4.   Well if you don't like notes, how about presents? - Buy your subject a surprisingly expensive gift and leave it anonymously.  This appears to fly in the face of prior advice, but really, it all makes sense.  You just have to look at it the right way.  If the present is something fairly personal and yet well beyond the scope of a friendship gift, you've hit a bullseye.  Something like a heart pendant on a gold plated chain would be nice.  Or perhaps one of those combination lip balm brooches you find in Avon catalogs.  It's all gold.

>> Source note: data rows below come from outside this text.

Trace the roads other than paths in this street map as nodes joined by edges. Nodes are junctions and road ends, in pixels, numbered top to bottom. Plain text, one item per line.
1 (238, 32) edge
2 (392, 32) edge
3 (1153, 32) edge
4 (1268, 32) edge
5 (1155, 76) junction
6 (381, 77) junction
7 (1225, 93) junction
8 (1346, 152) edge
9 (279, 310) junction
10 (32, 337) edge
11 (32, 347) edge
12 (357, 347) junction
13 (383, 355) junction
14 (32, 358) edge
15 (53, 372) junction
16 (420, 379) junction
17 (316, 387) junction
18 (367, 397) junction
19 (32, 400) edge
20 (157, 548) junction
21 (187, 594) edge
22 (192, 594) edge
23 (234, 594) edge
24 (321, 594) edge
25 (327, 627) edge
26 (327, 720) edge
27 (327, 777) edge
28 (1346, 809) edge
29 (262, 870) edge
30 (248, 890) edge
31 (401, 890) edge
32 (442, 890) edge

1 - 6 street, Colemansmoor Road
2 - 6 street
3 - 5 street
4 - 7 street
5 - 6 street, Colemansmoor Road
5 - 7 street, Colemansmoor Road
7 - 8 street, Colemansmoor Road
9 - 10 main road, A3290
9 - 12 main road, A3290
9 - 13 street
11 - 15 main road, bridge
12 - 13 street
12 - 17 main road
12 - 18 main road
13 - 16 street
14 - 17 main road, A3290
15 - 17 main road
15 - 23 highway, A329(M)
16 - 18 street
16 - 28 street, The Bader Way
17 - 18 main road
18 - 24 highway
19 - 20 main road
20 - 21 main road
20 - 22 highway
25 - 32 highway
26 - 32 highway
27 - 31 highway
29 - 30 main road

3.   Get the INFO - Now that we have the internet, this is stupid easy - Getting information about your target is so easy now, it's probably not even worth doing.  After all, one of the objects of stalking is proving what kind of trouble you will go to in order to prove your feelings.  Internet information is so easily had that it doesn't show much effort at all.  In fact it will probably make them block you on facebook.  Sure it's not particularly effective, but still it's a sign that they don't really want you paying them any attention at all.  So instead, keep your actions live.  On the other hand, having a website dedicated to your true love shows some initiative and will score big in the simultaneously creepy/cute category.  Make sure you have all of your poems and mix lists on it so they know how you feel.

2.  If you don't have pictures, it didn't happen - In this age of technology, you need to take lots of pictures.  This used to be a lot more difficult because you had to take the film somewhere to get developed.  Now you just have pictures.  You can print out your favorites and decorate your shrine to her or better yet, decorate the afor mentioned fan website with pictures taken at times and places where they had no idea that someone would be watching them.  They will think you are so COOL!  I'm sure they will admire you from afar while calling the police.



1.  re-plan all of your class routes so that you will incidentally see her after every class - Nothing can get you through the day like seeing your crush on a purely accidental basis.  This is a lot like the bike thing, but this is while you are at school.  Nobody can stop you from taking a different path to class.  who cares if you have to double back and pretend you forgot something every day if it gets the timing right.  If you play your cards right, she will just think she sees you all the time because of dumb luck.  ha!  Dumb like a fox!




This was painful to write on some counts.  I won't tell you which because it's all too embarrassing.  On the other hand, I have a feeling it's all too common (I hope).  Once again, these tips are for the painfully shy yet goofy 13 year old, If you're an adult.  It's time for a new chapter in life.  If you're 13, this really isn't very good advise, I wouldn't follow it.